* [Collected data]:
◇ ◇ ◇ ◇ ◇
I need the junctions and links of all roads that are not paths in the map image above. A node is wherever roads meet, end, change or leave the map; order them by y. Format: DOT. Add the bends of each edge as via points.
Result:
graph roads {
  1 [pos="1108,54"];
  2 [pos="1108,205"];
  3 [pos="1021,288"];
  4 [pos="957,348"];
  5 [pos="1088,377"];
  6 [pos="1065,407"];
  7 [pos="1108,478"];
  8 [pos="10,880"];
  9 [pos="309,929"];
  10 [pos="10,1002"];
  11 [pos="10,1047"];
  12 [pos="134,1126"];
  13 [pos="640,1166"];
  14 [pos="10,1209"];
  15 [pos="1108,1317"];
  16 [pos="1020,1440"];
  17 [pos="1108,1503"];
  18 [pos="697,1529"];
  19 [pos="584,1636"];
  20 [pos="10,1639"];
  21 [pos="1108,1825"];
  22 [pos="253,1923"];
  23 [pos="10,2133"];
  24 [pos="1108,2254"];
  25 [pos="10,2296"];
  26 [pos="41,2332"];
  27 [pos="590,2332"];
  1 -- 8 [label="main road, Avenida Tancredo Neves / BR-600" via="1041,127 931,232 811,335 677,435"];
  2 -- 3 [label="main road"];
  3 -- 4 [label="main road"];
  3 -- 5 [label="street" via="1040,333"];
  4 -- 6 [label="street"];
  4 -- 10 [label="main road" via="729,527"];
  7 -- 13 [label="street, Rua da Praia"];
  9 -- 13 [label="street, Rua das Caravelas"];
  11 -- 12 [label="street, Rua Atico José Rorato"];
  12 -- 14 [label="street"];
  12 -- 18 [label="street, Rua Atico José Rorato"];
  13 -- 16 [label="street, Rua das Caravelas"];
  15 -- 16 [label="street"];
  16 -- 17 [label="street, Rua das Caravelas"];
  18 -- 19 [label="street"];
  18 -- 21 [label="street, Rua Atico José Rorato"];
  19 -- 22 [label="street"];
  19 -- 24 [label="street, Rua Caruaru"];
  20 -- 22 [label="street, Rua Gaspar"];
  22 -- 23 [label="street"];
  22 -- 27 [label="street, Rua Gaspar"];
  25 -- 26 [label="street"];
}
◇ ◇ ◇ ◇ ◇
* [What the task requires]: Each entry is to be output exactly as it was written.

* [Response]:
I need the junctions and links of all roads that are not paths in the map image above. A node is wherever roads meet, end, change or leave the map; order them by y. Format: DOT. Add the bends of each edge as via points.
Result:
graph roads {
  1 [pos="1108,54"];
  2 [pos="1108,205"];
  3 [pos="1021,288"];
  4 [pos="957,348"];
  5 [pos="1088,377"];
  6 [pos="1065,407"];
  7 [pos="1108,478"];
  8 [pos="10,880"];
  9 [pos="309,929"];
  10 [pos="10,1002"];
  11 [pos="10,1047"];
  12 [pos="134,1126"];
  13 [pos="640,1166"];
  14 [pos="10,1209"];
  15 [pos="1108,1317"];
  16 [pos="1020,1440"];
  17 [pos="1108,1503"];
  18 [pos="697,1529"];
  19 [pos="584,1636"];
  20 [pos="10,1639"];
  21 [pos="1108,1825"];
  22 [pos="253,1923"];
  23 [pos="10,2133"];
  24 [pos="1108,2254"];
  25 [pos="10,2296"];
  26 [pos="41,2332"];
  27 [pos="590,2332"];
  1 -- 8 [label="main road, Avenida Tancredo Neves / BR-600" via="1041,127 931,232 811,335 677,435"];
  2 -- 3 [label="main road"];
  3 -- 4 [label="main road"];
  3 -- 5 [label="street" via="1040,333"];
  4 -- 6 [label="street"];
  4 -- 10 [label="main road" via="729,527"];
  7 -- 13 [label="street, Rua da Praia"];
  9 -- 13 [label="street, Rua das Caravelas"];
  11 -- 12 [label="street, Rua Atico José Rorato"];
  12 -- 14 [label="street"];
  12 -- 18 [label="street, Rua Atico José Rorato"];
  13 -- 16 [label="street, Rua das Caravelas"];
  15 -- 16 [label="street"];
  16 -- 17 [label="street, Rua das Caravelas"];
  18 -- 19 [label="street"];
  18 -- 21 [label="street, Rua Atico José Rorato"];
  19 -- 22 [label="street"];
  19 -- 24 [label="street, Rua Caruaru"];
  20 -- 22 [label="street, Rua Gaspar"];
  22 -- 23 [label="street"];
  22 -- 27 [label="street, Rua Gaspar"];
  25 -- 26 [label="street"];
}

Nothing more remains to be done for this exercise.